Try it — Each entry needs to be reproduced verbatim.

◇ ◇ ◇ ◇ ◇ ◇ ◇

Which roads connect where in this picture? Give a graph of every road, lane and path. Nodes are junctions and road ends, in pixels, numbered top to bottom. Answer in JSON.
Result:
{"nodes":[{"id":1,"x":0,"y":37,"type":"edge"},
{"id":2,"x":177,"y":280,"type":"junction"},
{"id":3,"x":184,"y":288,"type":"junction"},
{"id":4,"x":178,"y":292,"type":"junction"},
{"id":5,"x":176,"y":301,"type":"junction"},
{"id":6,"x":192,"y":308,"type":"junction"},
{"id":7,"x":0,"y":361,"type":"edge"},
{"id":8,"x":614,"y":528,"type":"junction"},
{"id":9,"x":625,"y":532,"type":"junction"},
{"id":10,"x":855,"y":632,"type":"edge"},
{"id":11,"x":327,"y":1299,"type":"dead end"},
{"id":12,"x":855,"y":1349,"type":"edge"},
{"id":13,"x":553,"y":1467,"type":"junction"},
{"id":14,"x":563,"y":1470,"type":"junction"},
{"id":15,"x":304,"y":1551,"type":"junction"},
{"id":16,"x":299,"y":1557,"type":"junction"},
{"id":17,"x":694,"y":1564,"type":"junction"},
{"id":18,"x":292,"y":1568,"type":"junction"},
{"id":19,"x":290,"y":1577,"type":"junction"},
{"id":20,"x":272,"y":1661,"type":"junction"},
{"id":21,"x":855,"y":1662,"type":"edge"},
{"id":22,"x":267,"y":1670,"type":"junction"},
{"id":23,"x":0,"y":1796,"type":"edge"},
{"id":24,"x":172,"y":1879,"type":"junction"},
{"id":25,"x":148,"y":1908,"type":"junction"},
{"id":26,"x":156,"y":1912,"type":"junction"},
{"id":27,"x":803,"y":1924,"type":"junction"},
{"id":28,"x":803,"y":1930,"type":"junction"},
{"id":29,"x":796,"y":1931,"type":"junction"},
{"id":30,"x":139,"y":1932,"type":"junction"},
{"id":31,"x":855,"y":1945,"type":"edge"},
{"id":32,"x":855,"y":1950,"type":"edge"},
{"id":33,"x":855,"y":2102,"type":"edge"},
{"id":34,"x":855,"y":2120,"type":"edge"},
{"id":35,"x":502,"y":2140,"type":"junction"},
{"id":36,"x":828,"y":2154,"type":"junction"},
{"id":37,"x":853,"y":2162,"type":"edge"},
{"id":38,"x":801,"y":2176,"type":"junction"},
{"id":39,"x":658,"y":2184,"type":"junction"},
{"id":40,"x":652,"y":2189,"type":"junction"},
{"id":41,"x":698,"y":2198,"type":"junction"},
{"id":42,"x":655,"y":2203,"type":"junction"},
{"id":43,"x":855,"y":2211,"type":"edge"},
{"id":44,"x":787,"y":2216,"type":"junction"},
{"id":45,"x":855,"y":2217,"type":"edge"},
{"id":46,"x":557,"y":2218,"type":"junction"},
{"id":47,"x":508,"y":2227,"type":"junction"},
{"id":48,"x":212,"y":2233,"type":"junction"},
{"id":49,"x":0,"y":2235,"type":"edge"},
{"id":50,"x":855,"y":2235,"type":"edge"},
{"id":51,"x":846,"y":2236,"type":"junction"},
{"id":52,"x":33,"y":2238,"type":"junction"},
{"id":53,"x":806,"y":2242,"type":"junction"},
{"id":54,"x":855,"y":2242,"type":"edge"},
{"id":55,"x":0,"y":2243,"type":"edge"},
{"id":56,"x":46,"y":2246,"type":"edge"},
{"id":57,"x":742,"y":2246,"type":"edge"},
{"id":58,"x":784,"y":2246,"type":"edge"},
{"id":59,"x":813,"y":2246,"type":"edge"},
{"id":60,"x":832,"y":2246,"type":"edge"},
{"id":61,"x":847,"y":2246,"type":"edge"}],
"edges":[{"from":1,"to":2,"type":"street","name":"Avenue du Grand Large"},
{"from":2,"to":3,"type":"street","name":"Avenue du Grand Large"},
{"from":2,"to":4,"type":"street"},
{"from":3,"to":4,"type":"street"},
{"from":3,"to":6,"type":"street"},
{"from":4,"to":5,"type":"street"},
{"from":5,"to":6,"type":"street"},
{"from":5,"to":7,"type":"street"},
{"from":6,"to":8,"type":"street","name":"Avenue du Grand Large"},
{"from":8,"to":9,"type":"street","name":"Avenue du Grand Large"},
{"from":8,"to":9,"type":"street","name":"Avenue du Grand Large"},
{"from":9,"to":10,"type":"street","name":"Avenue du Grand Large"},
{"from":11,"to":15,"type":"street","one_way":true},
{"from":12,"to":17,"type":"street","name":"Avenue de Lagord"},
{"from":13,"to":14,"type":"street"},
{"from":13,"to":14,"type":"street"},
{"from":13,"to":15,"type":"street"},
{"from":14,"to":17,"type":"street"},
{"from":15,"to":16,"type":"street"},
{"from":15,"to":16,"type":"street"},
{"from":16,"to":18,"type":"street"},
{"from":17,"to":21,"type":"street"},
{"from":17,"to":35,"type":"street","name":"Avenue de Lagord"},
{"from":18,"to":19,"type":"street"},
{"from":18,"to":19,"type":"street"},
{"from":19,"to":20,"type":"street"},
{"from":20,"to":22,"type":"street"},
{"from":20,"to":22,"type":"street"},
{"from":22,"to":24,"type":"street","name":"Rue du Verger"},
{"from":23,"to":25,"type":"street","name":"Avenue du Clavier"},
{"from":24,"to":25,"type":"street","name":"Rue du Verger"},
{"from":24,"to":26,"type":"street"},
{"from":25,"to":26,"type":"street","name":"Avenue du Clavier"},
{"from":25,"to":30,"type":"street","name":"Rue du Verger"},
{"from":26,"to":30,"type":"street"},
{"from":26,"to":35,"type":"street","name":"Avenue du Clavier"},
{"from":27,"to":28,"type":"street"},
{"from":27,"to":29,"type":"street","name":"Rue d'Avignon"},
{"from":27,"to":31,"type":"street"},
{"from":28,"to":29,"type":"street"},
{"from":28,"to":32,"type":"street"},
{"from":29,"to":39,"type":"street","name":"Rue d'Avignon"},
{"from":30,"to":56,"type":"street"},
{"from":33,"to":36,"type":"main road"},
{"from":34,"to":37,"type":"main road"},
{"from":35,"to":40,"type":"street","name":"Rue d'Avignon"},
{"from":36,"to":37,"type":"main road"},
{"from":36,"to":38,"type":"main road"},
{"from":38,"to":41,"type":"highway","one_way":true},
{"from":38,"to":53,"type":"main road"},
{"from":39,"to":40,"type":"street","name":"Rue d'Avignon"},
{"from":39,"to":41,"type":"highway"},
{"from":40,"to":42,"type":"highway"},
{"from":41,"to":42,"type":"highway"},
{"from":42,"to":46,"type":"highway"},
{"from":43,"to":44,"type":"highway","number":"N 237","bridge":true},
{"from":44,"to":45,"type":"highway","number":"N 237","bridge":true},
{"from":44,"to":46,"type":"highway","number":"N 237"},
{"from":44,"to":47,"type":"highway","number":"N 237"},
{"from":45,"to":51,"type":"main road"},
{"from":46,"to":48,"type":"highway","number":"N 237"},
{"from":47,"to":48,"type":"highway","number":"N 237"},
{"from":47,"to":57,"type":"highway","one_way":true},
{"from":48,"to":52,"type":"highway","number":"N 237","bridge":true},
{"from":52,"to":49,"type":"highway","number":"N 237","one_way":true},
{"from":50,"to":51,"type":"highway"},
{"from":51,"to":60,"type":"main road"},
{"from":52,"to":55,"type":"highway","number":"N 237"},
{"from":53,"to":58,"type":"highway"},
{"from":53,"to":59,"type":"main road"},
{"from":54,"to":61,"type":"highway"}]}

◇ ◇ ◇ ◇ ◇ ◇ ◇

Your response —
Which roads connect where in this picture? Give a graph of every road, lane and path. Nodes are junctions and road ends, in pixels, numbered top to bottom. Answer in JSON.
Result:
{"nodes":[{"id":1,"x":0,"y":37,"type":"edge"},
{"id":2,"x":177,"y":280,"type":"junction"},
{"id":3,"x":184,"y":288,"type":"junction"},
{"id":4,"x":178,"y":292,"type":"junction"},
{"id":5,"x":176,"y":301,"type":"junction"},
{"id":6,"x":192,"y":308,"type":"junction"},
{"id":7,"x":0,"y":361,"type":"edge"},
{"id":8,"x":614,"y":528,"type":"junction"},
{"id":9,"x":625,"y":532,"type":"junction"},
{"id":10,"x":855,"y":632,"type":"edge"},
{"id":11,"x":327,"y":1299,"type":"dead end"},
{"id":12,"x":855,"y":1349,"type":"edge"},
{"id":13,"x":553,"y":1467,"type":"junction"},
{"id":14,"x":563,"y":1470,"type":"junction"},
{"id":15,"x":304,"y":1551,"type":"junction"},
{"id":16,"x":299,"y":1557,"type":"junction"},
{"id":17,"x":694,"y":1564,"type":"junction"},
{"id":18,"x":292,"y":1568,"type":"junction"},
{"id":19,"x":290,"y":1577,"type":"junction"},
{"id":20,"x":272,"y":1661,"type":"junction"},
{"id":21,"x":855,"y":1662,"type":"edge"},
{"id":22,"x":267,"y":1670,"type":"junction"},
{"id":23,"x":0,"y":1796,"type":"edge"},
{"id":24,"x":172,"y":1879,"type":"junction"},
{"id":25,"x":148,"y":1908,"type":"junction"},
{"id":26,"x":156,"y":1912,"type":"junction"},
{"id":27,"x":803,"y":1924,"type":"junction"},
{"id":28,"x":803,"y":1930,"type":"junction"},
{"id":29,"x":796,"y":1931,"type":"junction"},
{"id":30,"x":139,"y":1932,"type":"junction"},
{"id":31,"x":855,"y":1945,"type":"edge"},
{"id":32,"x":855,"y":1950,"type":"edge"},
{"id":33,"x":855,"y":2102,"type":"edge"},
{"id":34,"x":855,"y":2120,"type":"edge"},
{"id":35,"x":502,"y":2140,"type":"junction"},
{"id":36,"x":828,"y":2154,"type":"junction"},
{"id":37,"x":853,"y":2162,"type":"edge"},
{"id":38,"x":801,"y":2176,"type":"junction"},
{"id":39,"x":658,"y":2184,"type":"junction"},
{"id":40,"x":652,"y":2189,"type":"junction"},
{"id":41,"x":698,"y":2198,"type":"junction"},
{"id":42,"x":655,"y":2203,"type":"junction"},
{"id":43,"x":855,"y":2211,"type":"edge"},
{"id":44,"x":787,"y":2216,"type":"junction"},
{"id":45,"x":855,"y":2217,"type":"edge"},
{"id":46,"x":557,"y":2218,"type":"junction"},
{"id":47,"x":508,"y":2227,"type":"junction"},
{"id":48,"x":212,"y":2233,"type":"junction"},
{"id":49,"x":0,"y":2235,"type":"edge"},
{"id":50,"x":855,"y":2235,"type":"edge"},
{"id":51,"x":846,"y":2236,"type":"junction"},
{"id":52,"x":33,"y":2238,"type":"junction"},
{"id":53,"x":806,"y":2242,"type":"junction"},
{"id":54,"x":855,"y":2242,"type":"edge"},
{"id":55,"x":0,"y":2243,"type":"edge"},
{"id":56,"x":46,"y":2246,"type":"edge"},
{"id":57,"x":742,"y":2246,"type":"edge"},
{"id":58,"x":784,"y":2246,"type":"edge"},
{"id":59,"x":813,"y":2246,"type":"edge"},
{"id":60,"x":832,"y":2246,"type":"edge"},
{"id":61,"x":847,"y":2246,"type":"edge"}],
"edges":[{"from":1,"to":2,"type":"street","name":"Avenue du Grand Large"},
{"from":2,"to":3,"type":"street","name":"Avenue du Grand Large"},
{"from":2,"to":4,"type":"street"},
{"from":3,"to":4,"type":"street"},
{"from":3,"to":6,"type":"street"},
{"from":4,"to":5,"type":"street"},
{"from":5,"to":6,"type":"street"},
{"from":5,"to":7,"type":"street"},
{"from":6,"to":8,"type":"street","name":"Avenue du Grand Large"},
{"from":8,"to":9,"type":"street","name":"Avenue du Grand Large"},
{"from":8,"to":9,"type":"street","name":"Avenue du Grand Large"},
{"from":9,"to":10,"type":"street","name":"Avenue du Grand Large"},
{"from":11,"to":15,"type":"street","one_way":true},
{"from":12,"to":17,"type":"street","name":"Avenue de Lagord"},
{"from":13,"to":14,"type":"street"},
{"from":13,"to":14,"type":"street"},
{"from":13,"to":15,"type":"street"},
{"from":14,"to":17,"type":"street"},
{"from":15,"to":16,"type":"street"},
{"from":15,"to":16,"type":"street"},
{"from":16,"to":18,"type":"street"},
{"from":17,"to":21,"type":"street"},
{"from":17,"to":35,"type":"street","name":"Avenue de Lagord"},
{"from":18,"to":19,"type":"street"},
{"from":18,"to":19,"type":"street"},
{"from":19,"to":20,"type":"street"},
{"from":20,"to":22,"type":"street"},
{"from":20,"to":22,"type":"street"},
{"from":22,"to":24,"type":"street","name":"Rue du Verger"},
{"from":23,"to":25,"type":"street","name":"Avenue du Clavier"},
{"from":24,"to":25,"type":"street","name":"Rue du Verger"},
{"from":24,"to":26,"type":"street"},
{"from":25,"to":26,"type":"street","name":"Avenue du Clavier"},
{"from":25,"to":30,"type":"street","name":"Rue du Verger"},
{"from":26,"to":30,"type":"street"},
{"from":26,"to":35,"type":"street","name":"Avenue du Clavier"},
{"from":27,"to":28,"type":"street"},
{"from":27,"to":29,"type":"street","name":"Rue d'Avignon"},
{"from":27,"to":31,"type":"street"},
{"from":28,"to":29,"type":"street"},
{"from":28,"to":32,"type":"street"},
{"from":29,"to":39,"type":"street","name":"Rue d'Avignon"},
{"from":30,"to":56,"type":"street"},
{"from":33,"to":36,"type":"main road"},
{"from":34,"to":37,"type":"main road"},
{"from":35,"to":40,"type":"street","name":"Rue d'Avignon"},
{"from":36,"to":37,"type":"main road"},
{"from":36,"to":38,"type":"main road"},
{"from":38,"to":41,"type":"highway","one_way":true},
{"from":38,"to":53,"type":"main road"},
{"from":39,"to":40,"type":"street","name":"Rue d'Avignon"},
{"from":39,"to":41,"type":"highway"},
{"from":40,"to":42,"type":"highway"},
{"from":41,"to":42,"type":"highway"},
{"from":42,"to":46,"type":"highway"},
{"from":43,"to":44,"type":"highway","number":"N 237","bridge":true},
{"from":44,"to":45,"type":"highway","number":"N 237","bridge":true},
{"from":44,"to":46,"type":"highway","number":"N 237"},
{"from":44,"to":47,"type":"highway","number":"N 237"},
{"from":45,"to":51,"type":"main road"},
{"from":46,"to":48,"type":"highway","number":"N 237"},
{"from":47,"to":48,"type":"highway","number":"N 237"},
{"from":47,"to":57,"type":"highway","one_way":true},
{"from":48,"to":52,"type":"highway","number":"N 237","bridge":true},
{"from":52,"to":49,"type":"highway","number":"N 237","one_way":true},
{"from":50,"to":51,"type":"highway"},
{"from":51,"to":60,"type":"main road"},
{"from":52,"to":55,"type":"highway","number":"N 237"},
{"from":53,"to":58,"type":"highway"},
{"from":53,"to":59,"type":"main road"},
{"from":54,"to":61,"type":"highway"}]}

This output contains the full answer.